WHAT THE EXERCISE ASKS >>
Give an exact copy of every entry.

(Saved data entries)
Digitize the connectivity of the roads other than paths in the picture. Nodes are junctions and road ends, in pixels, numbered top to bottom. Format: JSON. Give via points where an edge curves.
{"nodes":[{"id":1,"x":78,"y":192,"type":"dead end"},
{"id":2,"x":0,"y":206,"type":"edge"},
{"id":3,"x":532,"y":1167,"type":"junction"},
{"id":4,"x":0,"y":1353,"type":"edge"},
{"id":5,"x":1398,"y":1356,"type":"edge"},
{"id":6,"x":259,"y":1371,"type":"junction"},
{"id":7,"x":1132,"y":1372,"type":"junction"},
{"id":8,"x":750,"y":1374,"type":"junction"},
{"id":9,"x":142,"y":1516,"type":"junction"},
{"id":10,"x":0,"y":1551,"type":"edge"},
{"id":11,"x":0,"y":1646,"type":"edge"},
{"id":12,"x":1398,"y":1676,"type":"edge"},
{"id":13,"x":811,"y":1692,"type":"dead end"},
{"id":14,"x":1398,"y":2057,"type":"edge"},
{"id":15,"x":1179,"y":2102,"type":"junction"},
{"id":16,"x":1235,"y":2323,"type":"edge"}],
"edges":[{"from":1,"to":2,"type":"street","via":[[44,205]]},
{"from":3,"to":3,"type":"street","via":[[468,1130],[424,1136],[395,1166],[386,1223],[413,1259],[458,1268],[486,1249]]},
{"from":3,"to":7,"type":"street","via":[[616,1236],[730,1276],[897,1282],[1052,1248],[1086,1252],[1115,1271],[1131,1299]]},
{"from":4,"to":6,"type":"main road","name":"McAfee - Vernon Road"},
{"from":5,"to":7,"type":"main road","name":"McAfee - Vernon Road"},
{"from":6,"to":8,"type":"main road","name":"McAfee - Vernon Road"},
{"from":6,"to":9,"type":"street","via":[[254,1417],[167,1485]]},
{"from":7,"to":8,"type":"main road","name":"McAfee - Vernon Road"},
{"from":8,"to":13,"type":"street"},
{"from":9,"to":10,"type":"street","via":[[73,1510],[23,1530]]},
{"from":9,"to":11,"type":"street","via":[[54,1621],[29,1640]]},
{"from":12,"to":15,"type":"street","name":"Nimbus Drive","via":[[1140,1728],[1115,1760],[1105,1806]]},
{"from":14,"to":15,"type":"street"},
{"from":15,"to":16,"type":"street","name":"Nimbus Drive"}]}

FINISHED EXERCISE >>
Digitize the connectivity of the roads other than paths in the picture. Nodes are junctions and road ends, in pixels, numbered top to bottom. Format: JSON. Give via points where an edge curves.
{"nodes":[{"id":1,"x":78,"y":192,"type":"dead end"},
{"id":2,"x":0,"y":206,"type":"edge"},
{"id":3,"x":532,"y":1167,"type":"junction"},
{"id":4,"x":0,"y":1353,"type":"edge"},
{"id":5,"x":1398,"y":1356,"type":"edge"},
{"id":6,"x":259,"y":1371,"type":"junction"},
{"id":7,"x":1132,"y":1372,"type":"junction"},
{"id":8,"x":750,"y":1374,"type":"junction"},
{"id":9,"x":142,"y":1516,"type":"junction"},
{"id":10,"x":0,"y":1551,"type":"edge"},
{"id":11,"x":0,"y":1646,"type":"edge"},
{"id":12,"x":1398,"y":1676,"type":"edge"},
{"id":13,"x":811,"y":1692,"type":"dead end"},
{"id":14,"x":1398,"y":2057,"type":"edge"},
{"id":15,"x":1179,"y":2102,"type":"junction"},
{"id":16,"x":1235,"y":2323,"type":"edge"}],
"edges":[{"from":1,"to":2,"type":"street","via":[[44,205]]},
{"from":3,"to":3,"type":"street","via":[[468,1130],[424,1136],[395,1166],[386,1223],[413,1259],[458,1268],[486,1249]]},
{"from":3,"to":7,"type":"street","via":[[616,1236],[730,1276],[897,1282],[1052,1248],[1086,1252],[1115,1271],[1131,1299]]},
{"from":4,"to":6,"type":"main road","name":"McAfee - Vernon Road"},
{"from":5,"to":7,"type":"main road","name":"McAfee - Vernon Road"},
{"from":6,"to":8,"type":"main road","name":"McAfee - Vernon Road"},
{"from":6,"to":9,"type":"street","via":[[254,1417],[167,1485]]},
{"from":7,"to":8,"type":"main road","name":"McAfee - Vernon Road"},
{"from":8,"to":13,"type":"street"},
{"from":9,"to":10,"type":"street","via":[[73,1510],[23,1530]]},
{"from":9,"to":11,"type":"street","via":[[54,1621],[29,1640]]},
{"from":12,"to":15,"type":"street","name":"Nimbus Drive","via":[[1140,1728],[1115,1760],[1105,1806]]},
{"from":14,"to":15,"type":"street"},
{"from":15,"to":16,"type":"street","name":"Nimbus Drive"}]}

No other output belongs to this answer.